We claim that our algorithm finds \({\lambda }^*\) in at most \(k\) steps. Suppose to the contrary that the algorithm does not find \({\lambda }^*\) in the first \(k\) steps. In other words, the algorithm does not stop after step \(k\). By the algorithm invariants, after step \(k\), we have an interval \(({\lambda }_k^1,{\lambda }_k^2)\) such that \({\lambda }^* \in ({\lambda }_k^1,{\lambda }_k^2)\) and \(S_k({\lambda })=S_k({\lambda }^*)\) for any \({\lambda } \in ({\lambda }_k^1,{\lambda }_k^2)\). Further, by Lemma 4, \(R_k({\lambda })<L\) for any \({\lambda } \in ({\lambda }_k^1,{\lambda }_k^2)\), which means that the sensors in \(S_k({\lambda }^*)\) cannot cover the entire barrier \(B\) for any \({\lambda } \in ({\lambda }_k^1,{\lambda }_k^2)\), contradicting with that \(S_k({\lambda }^*)\) is the critical set for the decision algorithm when \({\lambda }={\lambda }^*\).
Therefore, our algorithm finds \({\lambda }^*\) in at most \(k\) steps. The lemma thus follows. \(\square \)
After \({\lambda }^*\) is found, by applying our decision algorithm on \({\lambda }={\lambda }^*\), we finally produce an optimal solution in which the displacement of every sensor is at most \({\lambda }^*\). Since each step takes \(O(n\log n)\) time, the total time of the algorithm is \(O(n^2\log n)\).
Theorem 3
The general BCLS problem is solvable in \(O(n^2\log n)\) time.

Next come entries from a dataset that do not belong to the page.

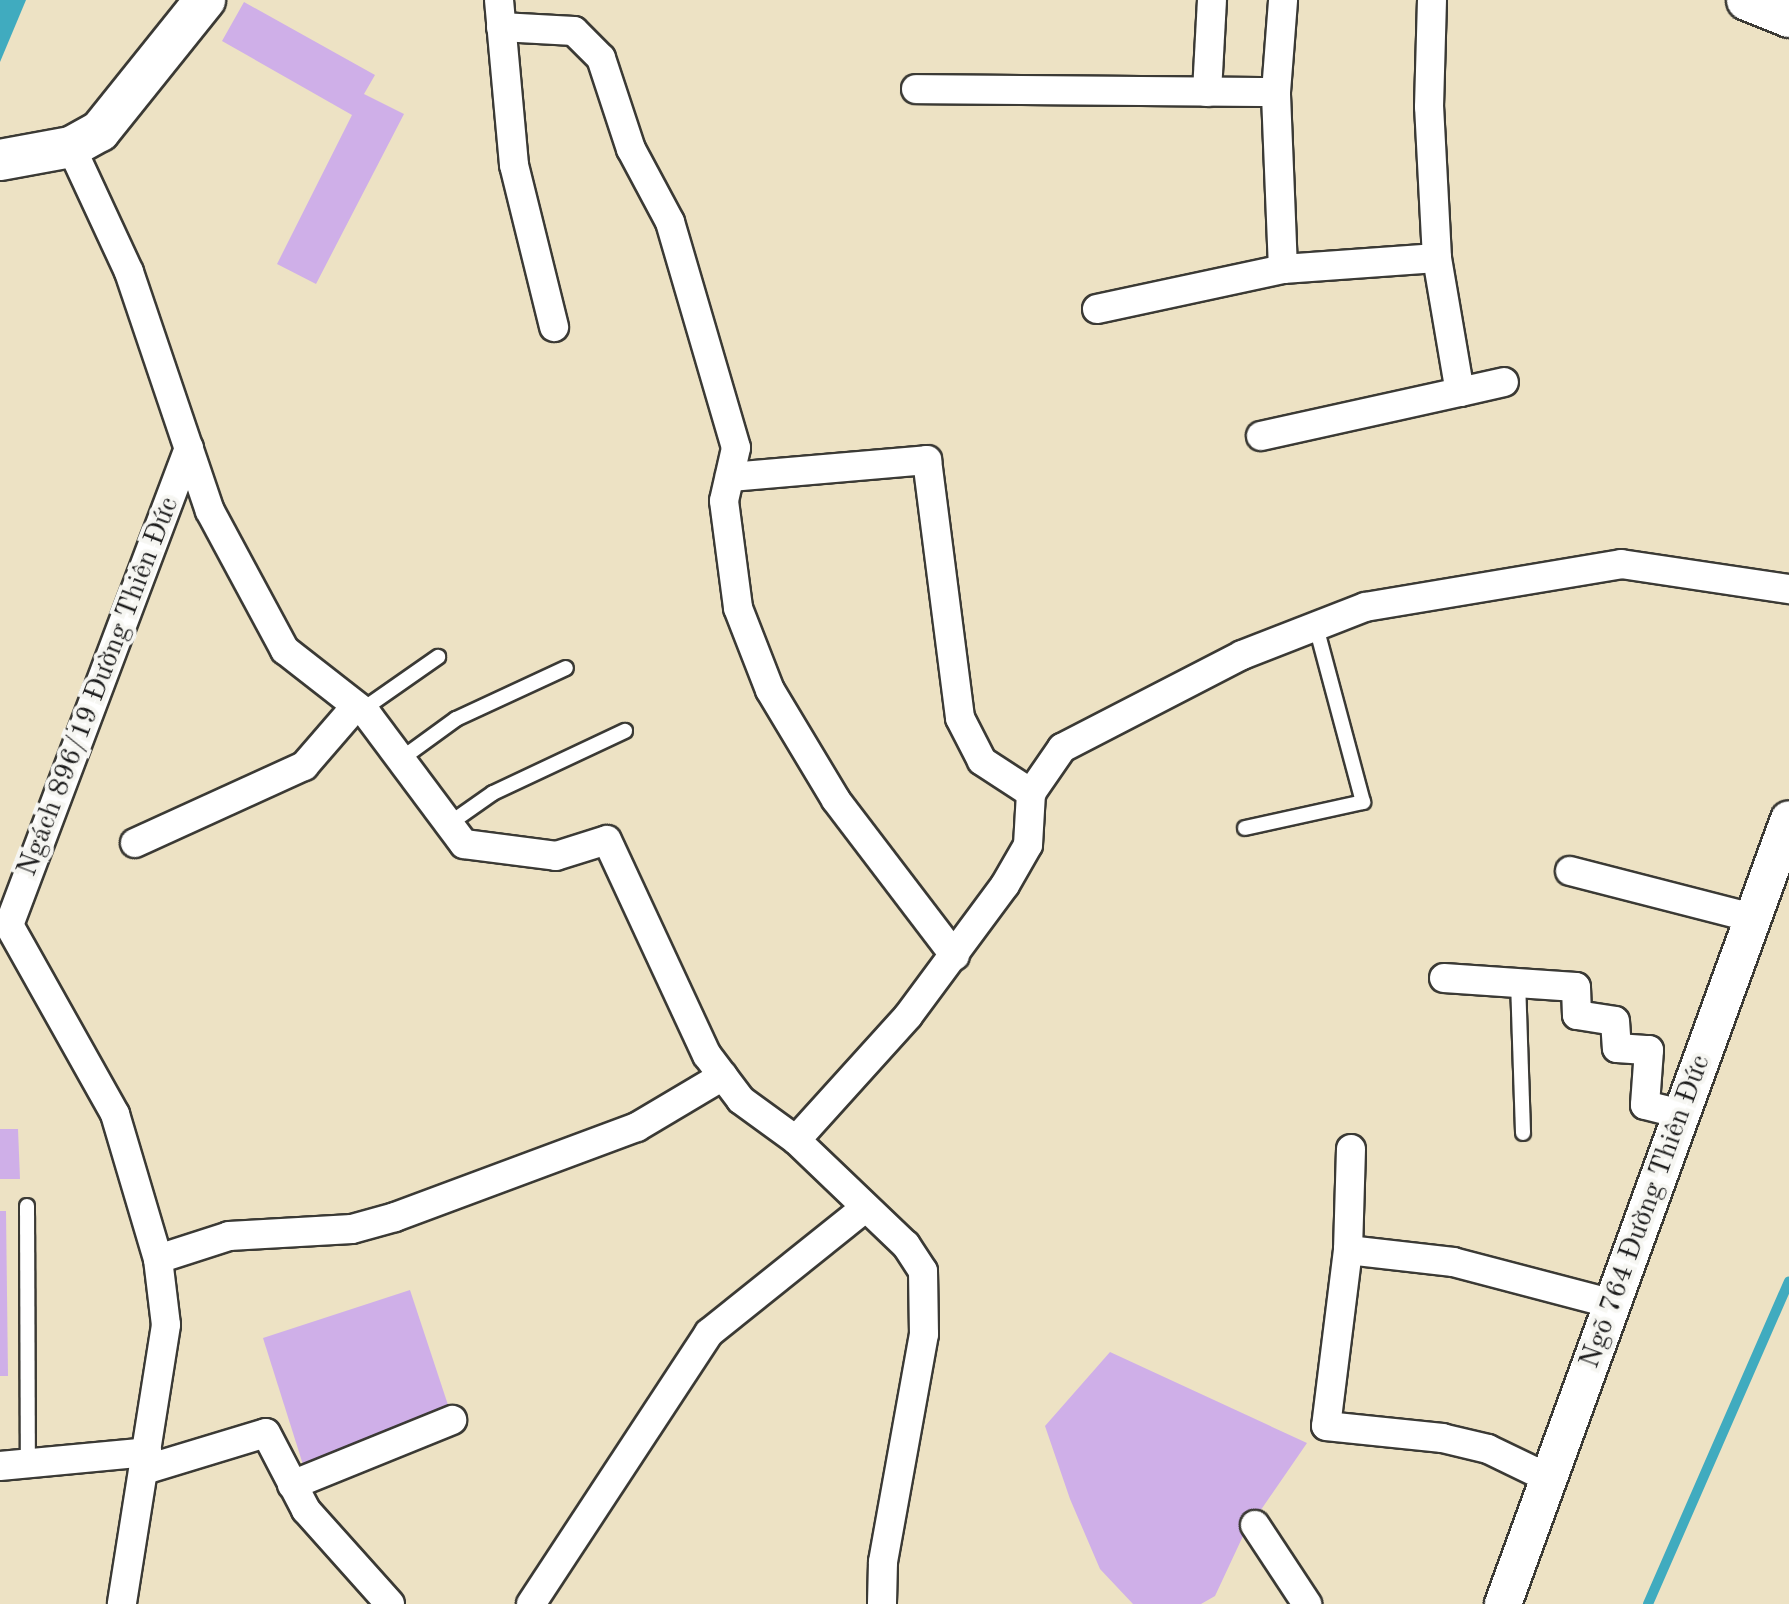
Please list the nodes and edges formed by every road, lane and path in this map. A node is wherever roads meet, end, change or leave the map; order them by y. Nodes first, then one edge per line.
1 (205, 0) edge
2 (1212, 0) edge
3 (1283, 0) edge
4 (1432, 0) edge
5 (1747, 0) edge
6 (500, 14) edge
7 (1789, 17) edge
8 (916, 89) dead end
9 (1207, 92) junction
10 (1276, 92) junction
11 (71, 147) junction
12 (0, 160) edge
13 (1437, 258) junction
14 (1283, 269) junction
15 (1097, 309) dead end
16 (554, 327) dead end
17 (1504, 382) dead end
18 (1460, 392) junction
19 (1261, 436) dead end
20 (189, 448) junction
21 (730, 477) junction
22 (1789, 589) edge
23 (1316, 626) junction
24 (438, 657) dead end
25 (566, 668) dead end
26 (359, 708) junction
27 (625, 731) dead end
28 (401, 759) junction
29 (1031, 793) junction
30 (1789, 819) edge
31 (446, 826) junction
32 (1245, 828) dead end
33 (135, 843) dead end
34 (1570, 871) dead end
35 (1753, 918) junction
36 (4, 926) edge
37 (955, 956) junction
38 (1444, 978) dead end
39 (1518, 981) junction
40 (723, 1076) junction
41 (1682, 1114) junction
42 (1523, 1133) dead end
43 (796, 1140) junction
44 (1351, 1149) dead end
45 (27, 1206) dead end
46 (864, 1209) junction
47 (1348, 1250) junction
48 (158, 1259) junction
49 (1613, 1304) junction
50 (452, 1420) dead end
51 (145, 1461) junction
52 (14, 1465) edge
53 (1548, 1478) junction
54 (292, 1485) junction
55 (1255, 1525) dead end
56 (122, 1604) edge
57 (390, 1604) edge
58 (531, 1604) edge
59 (882, 1604) edge
60 (1307, 1604) edge
61 (1503, 1604) edge

1 - 11 main road
2 - 9 street
3 - 10 street
4 - 13 street
5 - 7 main road
6 - 16 street
6 - 21 street
8 - 9 street
9 - 10 street
10 - 14 street
11 - 12 main road
11 - 20 street
13 - 14 street
13 - 18 street
14 - 15 street
17 - 18 street
18 - 19 street
20 - 26 street
20 - 36 street, Ngách 896/19 Đường Thiên Đức
21 - 29 street
21 - 37 street
22 - 23 street
23 - 29 street
23 - 32 lane
24 - 26 lane
25 - 28 lane
26 - 28 street
26 - 33 street
27 - 31 lane
28 - 31 street
29 - 37 street
30 - 35 street, Ngõ 764 Đường Thiên Đức
31 - 40 street
34 - 35 street
35 - 41 street, Ngõ 764 Đường Thiên Đức
36 - 48 street
37 - 43 street
38 - 39 street
39 - 41 street
39 - 42 lane
40 - 43 street
40 - 48 street
41 - 49 street, Ngõ 764 Đường Thiên Đức
43 - 46 street
44 - 47 street
45 - 52 lane
46 - 58 street
46 - 59 street
47 - 49 street
47 - 53 street
48 - 51 street
49 - 53 street, Ngõ 764 Đường Thiên Đức
50 - 54 street
51 - 52 street
51 - 54 street
51 - 56 street
53 - 61 street, Ngõ 764 Đường Thiên Đức
54 - 57 street
55 - 60 street

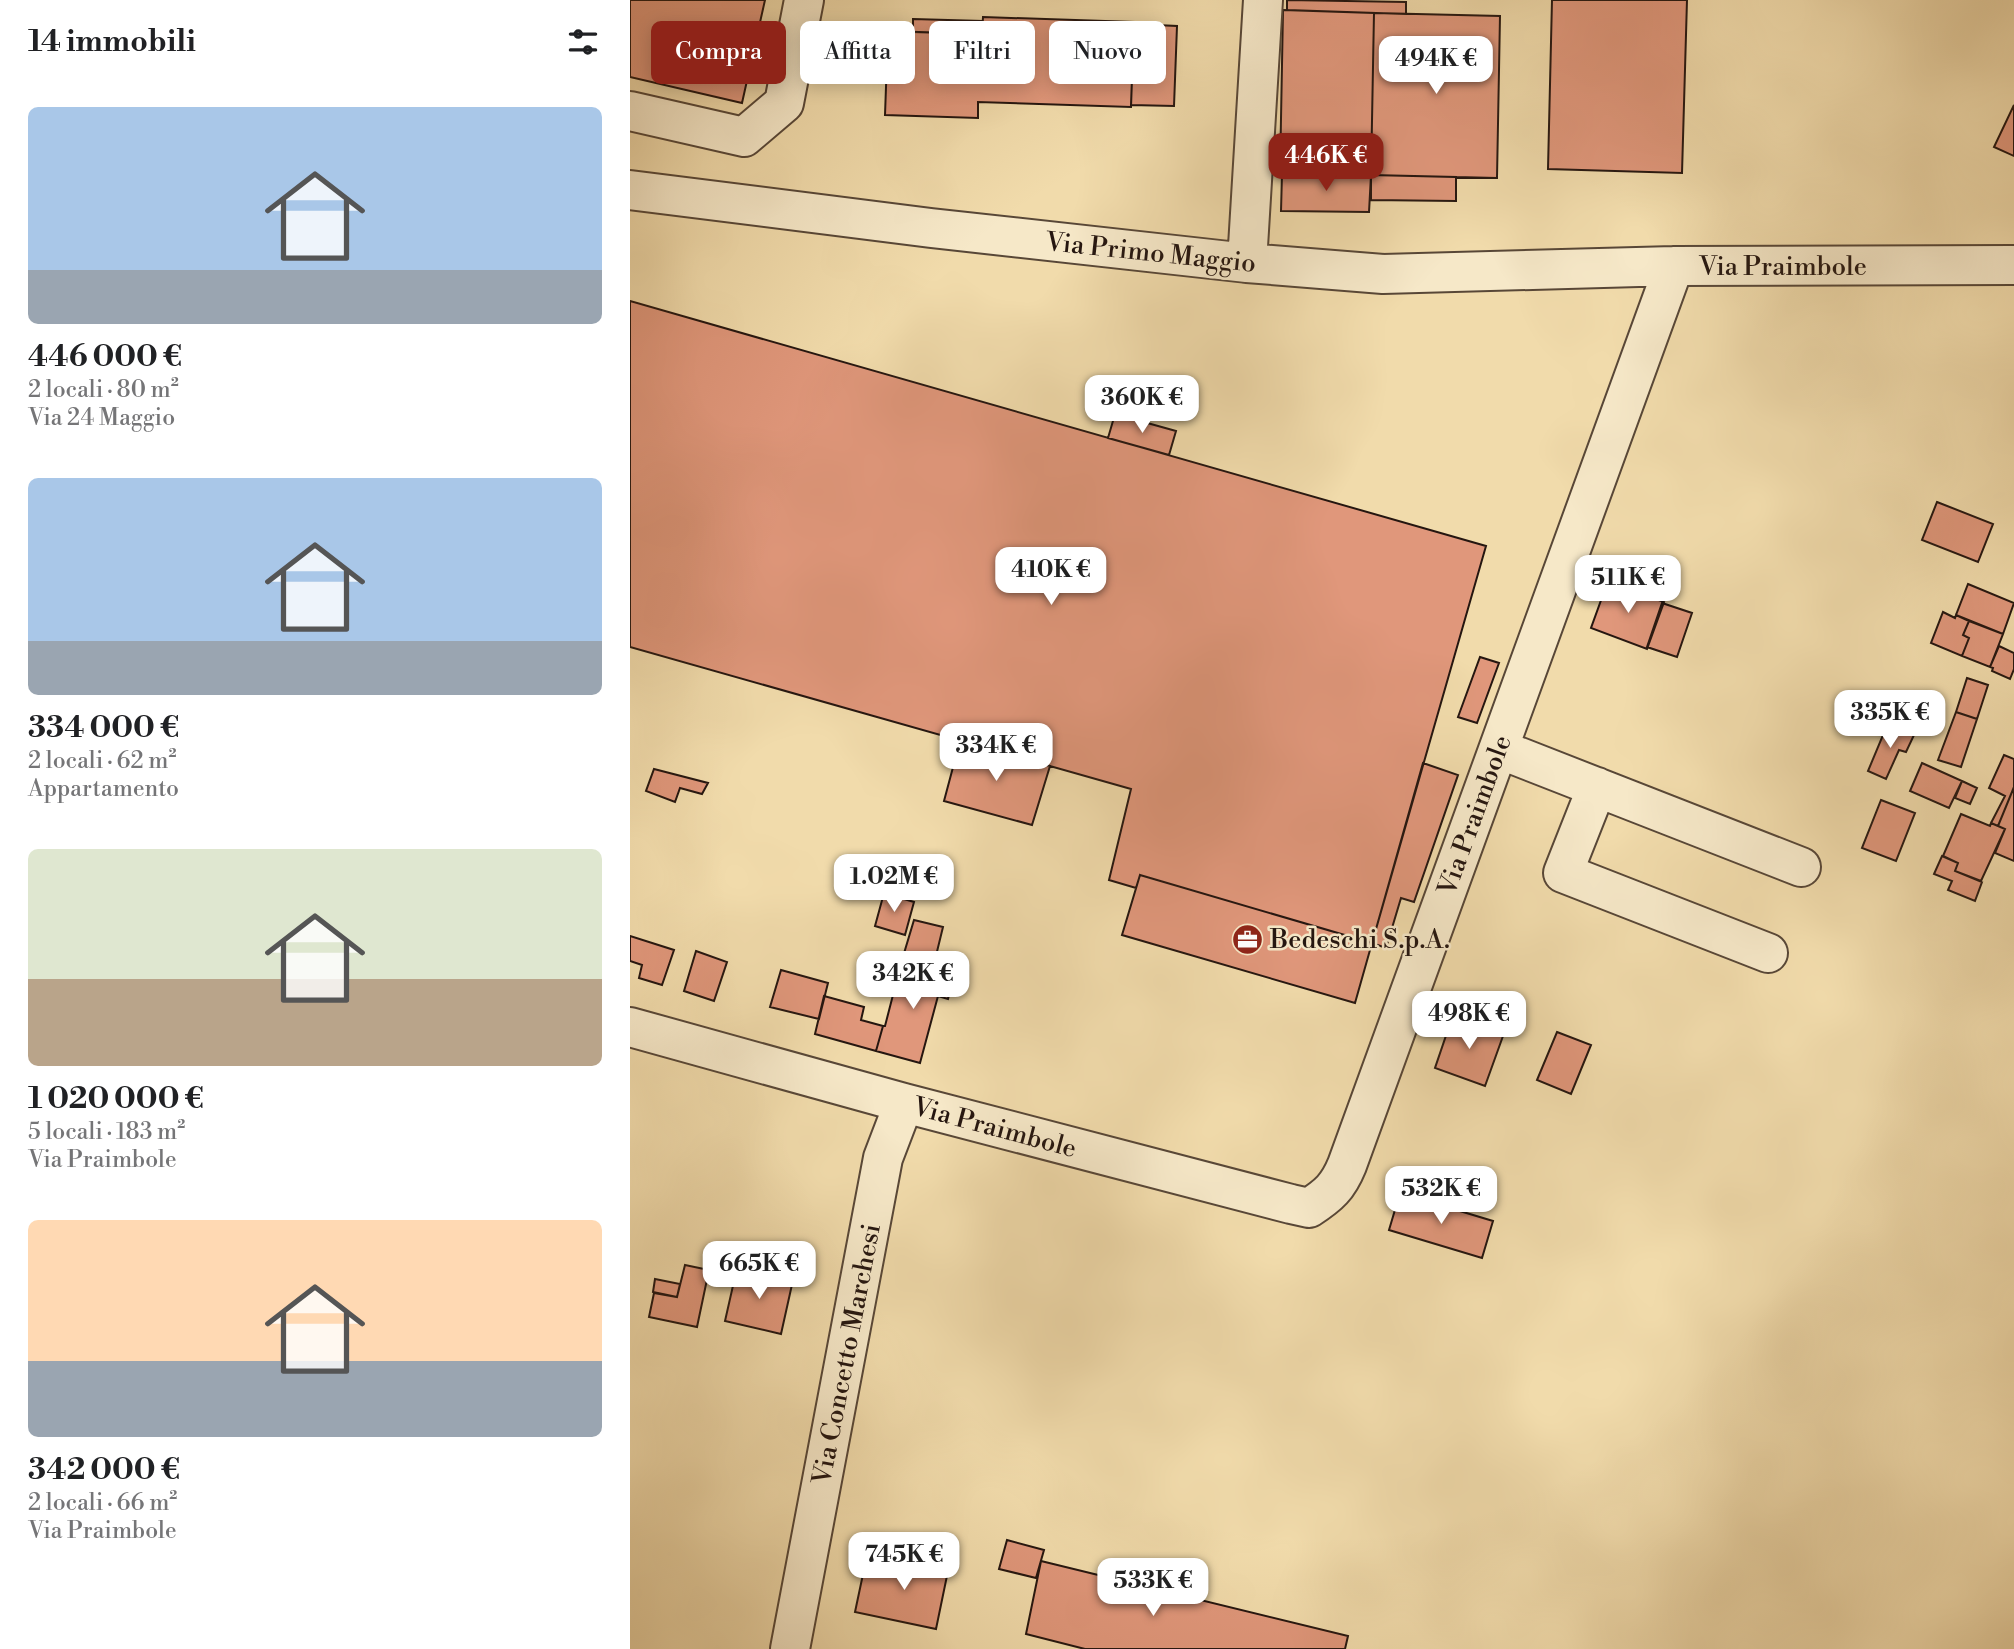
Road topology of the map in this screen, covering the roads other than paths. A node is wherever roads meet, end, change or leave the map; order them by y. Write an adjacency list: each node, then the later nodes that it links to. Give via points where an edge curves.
1 (804, 0): 3 (street, via 784,103 744,137)
2 (1263, 0): 5 (street)
3 (630, 111)
4 (630, 190): 5 (street, Via Primo Maggio)
5 (1247, 263): 7 (street, Via Primo Maggio, via 1383,274)
6 (2014, 265): 7 (street, Via Praimbole)
7 (1674, 266): 8 (street, Via Praimbole)
8 (1499, 749): 9 (street); 13 (street, Via Praimbole, via 1347,1166 1339,1184 1309,1208)
9 (1597, 787): 10 (street); 11 (street, via 1563,873)
10 (1801, 867)
11 (1768, 953)
12 (630, 1027): 13 (street, Via Praimbole)
13 (904, 1103): 14 (street, Via Concetto Marchesi, via 883,1158)
14 (790, 1649)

We shall make a technical remark. The typical parametric search [6, 14] usually returns with an interval containing the optimal value and then uses an additional step to find the optimal value. In contrast, our algorithm is guaranteed to find the optimal value \({\lambda }^*\) directly. This is due to the mechanism in our algorithm that requires \(R_i({\lambda })<L\) for any \({\lambda }\in ({\lambda }^1_i,{\lambda }^2_i)\) after each step \(i\) if the algorithm is not terminated. This mechanism actually plays the role of the additional step used in the typical parametric search.